- Status: Active
- Genre: homecoming
- Frequency: Annually
- Venue: Ford Field Park
- Location: Dearborn, Michigan
- Country: United States of America

= Dearborn Homecoming Festival =

The Dearborn Homecoming festival, established in 1979, is an annual celebration held in the city of Dearborn, Michigan. The three-day festival takes place at Ford Field Park near Dearborn High School. Main features include reunions, carnival rides, historical reenactments, and a large display of fireworks.

==Schedule and history==
The festival is scheduled on a three-day weekend, which consists of Friday, Saturday, and Sunday. Most events begin at eleven in the morning and end twelve hours later. It was the 30th anniversary of the festival in the summer of 2009. The sponsor for the anniversary celebration was the Detroit Medical Center. 11 years later, the COVID-19 pandemic saw grounds for cancellation.

==Main attractions==
The Dearborn Homecoming celebrated its 28th anniversary in 2007 with KC and The Sunshine Band. The overall turnout for festival that year was around 150,000 people. In 2008, Eddie Money was accompanied by Radio Disney, a children's show that mixes interaction and music. The stage was packed in 2009 with Larry and the Back in the Day Band kicking off the event at an attendance of 25,000 to 20,000 people. The legendary Rick Springfield picked up as the main attraction on August 8, performing hit songs such as "Jet by Wings" and "Don't Talk to Strangers". On the last day of the festival in 2009, rain brought the firework show to a halt, causing the concert and fireworks to be rescheduled. Both resumed on September 3, with a performance from the band Fifty Amp Fuse preceding the firework show.

==Food==
The Dearborn Homecoming festival sets up a variety of thirty-four traditional food booths. An Italian booth provides classic favorites such as meatballs, pizza, and mostaccioli. The Polish tent supplies stuffed cabbage and also holds a pancake breakfast that is free to those families who are unemployed.

==Elderfest==
The Elderfest is a section of the Dearborn Homecoming that is free fun directed at senior citizens. It starts early in the morning at eight o'clock and ends at about two in the afternoon and takes place in the Polish tent. Activities include a fun walk, free breakfast, bingo, music entertainment, and a waltz. Oakwood Healthcare System also provides free blood pressure tests.

==Other activities==
A major part of the Dearborn Homecoming festival is the carnival, which offers twenty-six rides and usually begins at eleven in the morning.
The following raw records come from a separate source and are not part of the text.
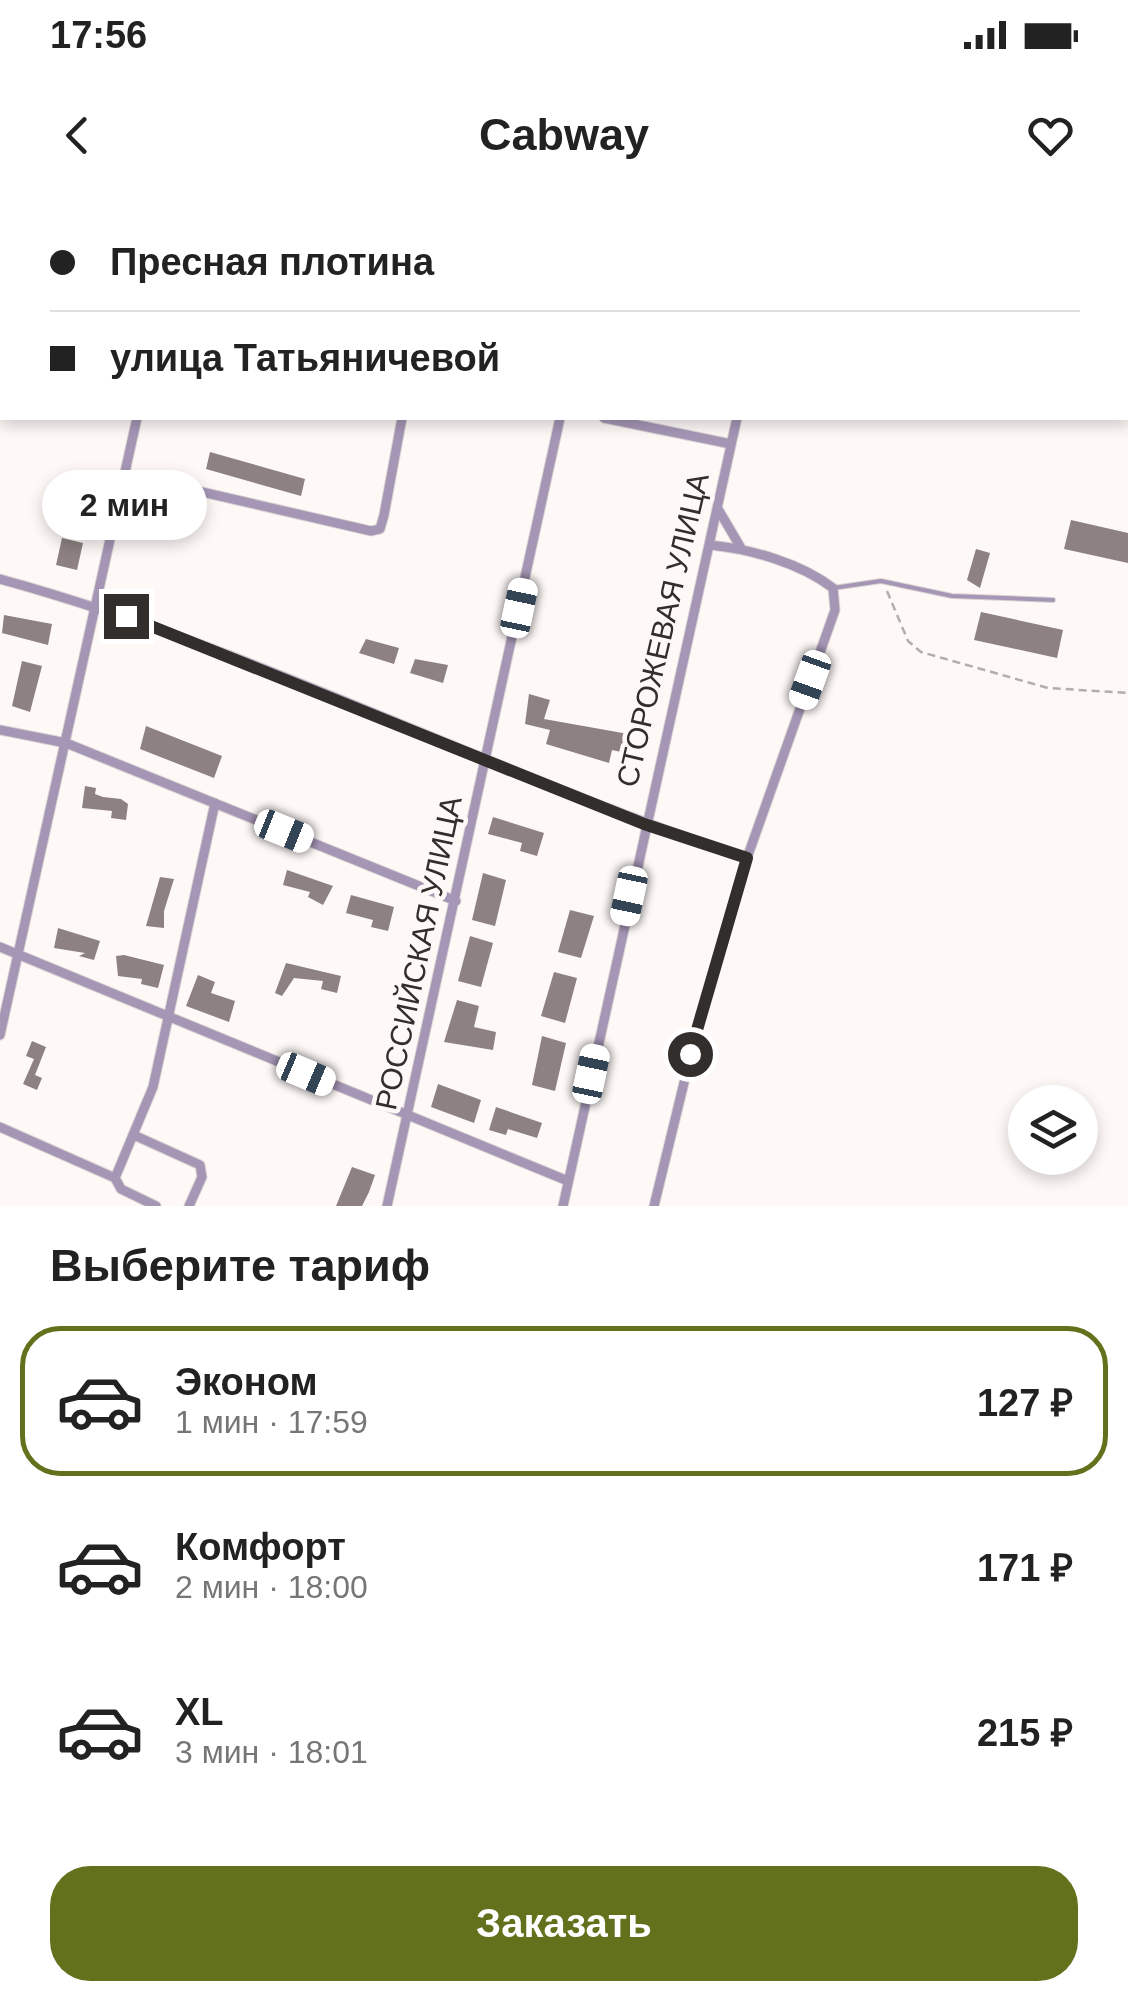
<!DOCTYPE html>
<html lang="ru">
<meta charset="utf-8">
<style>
body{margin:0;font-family:Helvetica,sans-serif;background:#f2f2f2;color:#222;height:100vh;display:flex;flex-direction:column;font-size:38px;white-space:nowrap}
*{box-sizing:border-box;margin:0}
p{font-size:32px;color:#767676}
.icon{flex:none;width:55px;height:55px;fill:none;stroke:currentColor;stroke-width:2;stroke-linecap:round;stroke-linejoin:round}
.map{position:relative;height:1006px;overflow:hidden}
.details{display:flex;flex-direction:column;background:#fff;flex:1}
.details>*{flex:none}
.top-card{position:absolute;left:0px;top:0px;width:1130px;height:220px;box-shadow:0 5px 15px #0003;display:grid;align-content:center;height:220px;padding:0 50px;background:#fff}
.tools{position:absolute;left:1008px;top:885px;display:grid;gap:20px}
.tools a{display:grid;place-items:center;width:90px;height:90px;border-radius:50%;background:#fff;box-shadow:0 5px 15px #0003;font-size:50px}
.end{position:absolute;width:45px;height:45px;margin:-22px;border:12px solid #322e2c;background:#fff;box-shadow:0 0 0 5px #fff}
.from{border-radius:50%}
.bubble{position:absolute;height:70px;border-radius:35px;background:#fff;box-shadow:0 5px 15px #0003;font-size:32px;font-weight:700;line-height:70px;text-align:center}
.car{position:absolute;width:30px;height:60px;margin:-30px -15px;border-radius:12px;box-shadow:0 0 8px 2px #0007;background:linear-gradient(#fff 24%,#345 0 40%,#fff 0 76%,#345 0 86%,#fff 0)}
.top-card b{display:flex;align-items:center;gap:35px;height:95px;font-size:38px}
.top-card b+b{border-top:2px solid #e0e0e0}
.top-card i{width:25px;height:25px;background:#222}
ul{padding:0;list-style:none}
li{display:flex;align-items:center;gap:30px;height:150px;margin:0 20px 15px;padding:0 30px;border:5px solid transparent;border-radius:40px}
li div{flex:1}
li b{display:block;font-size:38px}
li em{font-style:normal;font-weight:700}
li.active{border-color:#64711c}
li>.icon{width:90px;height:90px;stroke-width:1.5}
h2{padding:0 50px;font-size:45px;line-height:120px}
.action{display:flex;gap:20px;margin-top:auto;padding:20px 50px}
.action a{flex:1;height:115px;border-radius:40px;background:#64711c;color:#fff;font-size:40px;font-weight:700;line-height:115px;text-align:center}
.status{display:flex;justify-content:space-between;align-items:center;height:70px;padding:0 50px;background:#fff;direction:ltr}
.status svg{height:28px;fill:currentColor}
header{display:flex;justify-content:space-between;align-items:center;height:130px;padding:0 50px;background:#fff;font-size:45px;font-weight:700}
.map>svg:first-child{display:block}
</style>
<div class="status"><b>17:56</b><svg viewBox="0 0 49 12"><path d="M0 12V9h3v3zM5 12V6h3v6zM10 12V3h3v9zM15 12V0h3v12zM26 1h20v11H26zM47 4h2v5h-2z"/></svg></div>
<header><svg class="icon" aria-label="back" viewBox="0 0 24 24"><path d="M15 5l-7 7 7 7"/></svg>Cabway<svg class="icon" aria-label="heart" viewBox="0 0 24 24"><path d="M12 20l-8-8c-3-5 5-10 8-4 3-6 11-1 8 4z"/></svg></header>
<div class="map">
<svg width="1128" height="1006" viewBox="0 0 1128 1006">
<rect width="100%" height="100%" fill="#fef9f7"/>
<path fill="#8d8181" d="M 210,252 L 305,279 L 301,296 L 206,269 Z
M 1071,320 L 1128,333 L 1128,363 L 1064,349 Z
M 62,338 L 83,343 L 77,370 L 56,365 Z
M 976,349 L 990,353 L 980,388 L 967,380 Z
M 981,412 L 1063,430 L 1057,458 L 974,440 Z
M 4,415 L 52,424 L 48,445 L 2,433 Z
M 366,439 L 399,448 L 394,464 L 359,453 Z
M 415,459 L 448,465 L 443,483 L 410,473 Z
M 22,461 L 42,466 L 30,512 L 12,506 Z
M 529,494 L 550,500 L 544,519 L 634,535 L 630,554 L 612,550 L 609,563 L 546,544 L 550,530 L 525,524 Z
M 146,526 L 222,556 L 214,578 L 140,549 Z
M 85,586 L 96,588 L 95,594 L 103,597 L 121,599 L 128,604 L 126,620 L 111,618 L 112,611 L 82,608 Z
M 493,617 L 544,633 L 537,656 L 520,651 L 522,643 L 488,634 Z
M 287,670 L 333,686 L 323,705 L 308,697 L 310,692 L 283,685 Z
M 483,673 L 506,680 L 495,726 L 472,720 Z
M 160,677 L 174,679 L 164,711 L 164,728 L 146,726 Z
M 351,695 L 394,707 L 388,731 L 371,727 L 373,720 L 346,713 Z
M 570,710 L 594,716 L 581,758 L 558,752 Z
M 58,728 L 100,741 L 94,760 L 79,756 L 85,753 L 54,748 Z
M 470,736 L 493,743 L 481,787 L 458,781 Z
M 124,755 L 164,765 L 158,788 L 141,784 L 142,779 L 118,776 L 116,756 Z
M 286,763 L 341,776 L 337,793 L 321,789 L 323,781 L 294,778 L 282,796 L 275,793 Z
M 554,772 L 577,778 L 565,823 L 541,816 Z
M 198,775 L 215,782 L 211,793 L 235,801 L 229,822 L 186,806 Z
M 457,800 L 479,806 L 474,827 L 496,832 L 493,850 L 444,842 Z
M 542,836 L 566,843 L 555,891 L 532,885 Z
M 32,841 L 46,847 L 35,875 L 42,878 L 37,890 L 23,884 L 34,859 L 26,856 Z
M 438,884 L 481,900 L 474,923 L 431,907 Z
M 496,907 L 542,923 L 537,938 L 508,929 L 506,935 L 489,930 Z
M 352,967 L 375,975 L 369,992 L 362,1006 L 336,1006 Z"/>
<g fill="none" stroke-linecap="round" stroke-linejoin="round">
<g stroke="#d9d4d2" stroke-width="6">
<path id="service" d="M 833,388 L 881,381 L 952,396 L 1053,400"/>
</g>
<g stroke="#d9d4d2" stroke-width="11">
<path id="minor" d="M 205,0 L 220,2
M 584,0 L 585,2
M 16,2 L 17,0
M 188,2 L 189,0
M 431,2 L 433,0
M 779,2 L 780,0
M 0,71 L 2,61
M 0,80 L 2,80
M 604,218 L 731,244
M 124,274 L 371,331 L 380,329 L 384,315 L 402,218
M 718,309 L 741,348
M 0,379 C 256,449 494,575 747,658
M 0,530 L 66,543 L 456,701
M 0,747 L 568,981
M 0,835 L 137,218
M 0,927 L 115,978 L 121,989 L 156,1006
M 136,936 L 200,965 L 202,977 L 189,1006
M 115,978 L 153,887 L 215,603
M 387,1006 L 560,218
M 563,1006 L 737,218
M 654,1006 L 700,817 L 747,658 L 835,410 L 833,388 C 800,363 751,349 710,345"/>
</g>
<path stroke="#b3aeac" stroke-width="2.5" stroke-dasharray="8 5" stroke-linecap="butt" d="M 887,391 L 908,441 L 921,452 L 1048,488 L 1128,493"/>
<use href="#service" stroke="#a596b6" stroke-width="4"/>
<use href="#minor" stroke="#a596b6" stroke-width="9"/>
</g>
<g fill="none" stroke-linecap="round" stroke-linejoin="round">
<path stroke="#322e2c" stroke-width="12" d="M 126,416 L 644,624 L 747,658 L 690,854"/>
</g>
<g text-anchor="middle" stroke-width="9" stroke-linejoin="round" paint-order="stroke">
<g font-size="30" fill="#322e2c" stroke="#fef9f7">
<text transform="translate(663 430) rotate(-77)" y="10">СТОРОЖЕВАЯ УЛИЦА</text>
<text transform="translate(419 753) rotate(-78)" y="10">РОССИЙСКАЯ УЛИЦА</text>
</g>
</g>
</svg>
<div class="tools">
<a><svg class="icon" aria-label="layers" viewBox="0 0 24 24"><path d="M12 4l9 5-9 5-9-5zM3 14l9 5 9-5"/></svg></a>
</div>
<i class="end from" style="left:690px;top:854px"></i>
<i class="end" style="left:126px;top:416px"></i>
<div class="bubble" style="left:42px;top:270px;width:165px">2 мин</div>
<i class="car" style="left:519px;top:408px;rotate:12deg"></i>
<i class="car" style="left:810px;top:480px;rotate:200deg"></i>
<i class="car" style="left:284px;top:631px;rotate:112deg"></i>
<i class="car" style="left:629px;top:696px;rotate:192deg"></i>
<i class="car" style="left:306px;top:874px;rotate:113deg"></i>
<i class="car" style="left:591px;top:874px;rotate:12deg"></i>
<div class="top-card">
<b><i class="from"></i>Пресная плотина</b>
<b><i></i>улица Татьяничевой</b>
</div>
</div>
<section class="details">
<h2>Выберите тариф</h2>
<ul>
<li class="active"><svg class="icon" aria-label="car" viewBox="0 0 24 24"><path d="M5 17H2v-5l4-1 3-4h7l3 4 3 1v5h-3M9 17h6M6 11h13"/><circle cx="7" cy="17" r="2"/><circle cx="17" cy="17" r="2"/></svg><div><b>Эконом</b><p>1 мин · 17:59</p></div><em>127 ₽</em></li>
<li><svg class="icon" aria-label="car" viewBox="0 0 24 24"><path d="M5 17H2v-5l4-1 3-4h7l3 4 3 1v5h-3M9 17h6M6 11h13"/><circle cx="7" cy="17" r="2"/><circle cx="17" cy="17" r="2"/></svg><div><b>Комфорт</b><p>2 мин · 18:00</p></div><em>171 ₽</em></li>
<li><svg class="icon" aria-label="car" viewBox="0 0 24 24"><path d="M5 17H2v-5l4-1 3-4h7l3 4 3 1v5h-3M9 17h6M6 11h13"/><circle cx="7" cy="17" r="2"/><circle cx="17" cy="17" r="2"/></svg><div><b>XL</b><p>3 мин · 18:01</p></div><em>215 ₽</em></li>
</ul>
<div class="action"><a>Заказать</a></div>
</section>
Rides include the Berry-Go-Round, Dragon Wagon, Giant Slide, Crazy Submarine, Ring of Fire, and Tilt-A-While. Another big hit is a car cruise hosted by the Dearborn Chamber of Commerce. Around one hundred and fifty cars that were all manufactured between 1950 and 1980 are involved in the parade. It starts near the 19th District Court, cruises through West Dearborn, and ends up at Ford Field for the homecoming. Adding to the activity list is another event called Living History Hill, which is put on by those associated with the Dearborn Historical Museum and is sponsored by the University of Michigan Dearborn. The historical site features frontier-style kitchens, blacksmiths, photographers, historical re-enactors, and Model T’s. The popular children's program Nickelodeon provides entertainment on Sunday. Saturdays feature a fishing derby at the pond at Ford Field, which is sponsored by the Dearborn Rotary Club. Fun courses and basketball games are found at the tennis courts and are available to the youth. New to the 2009 festival was the Guitar Hero contest, which required a fee for entrance and took place on Saturday and Sunday.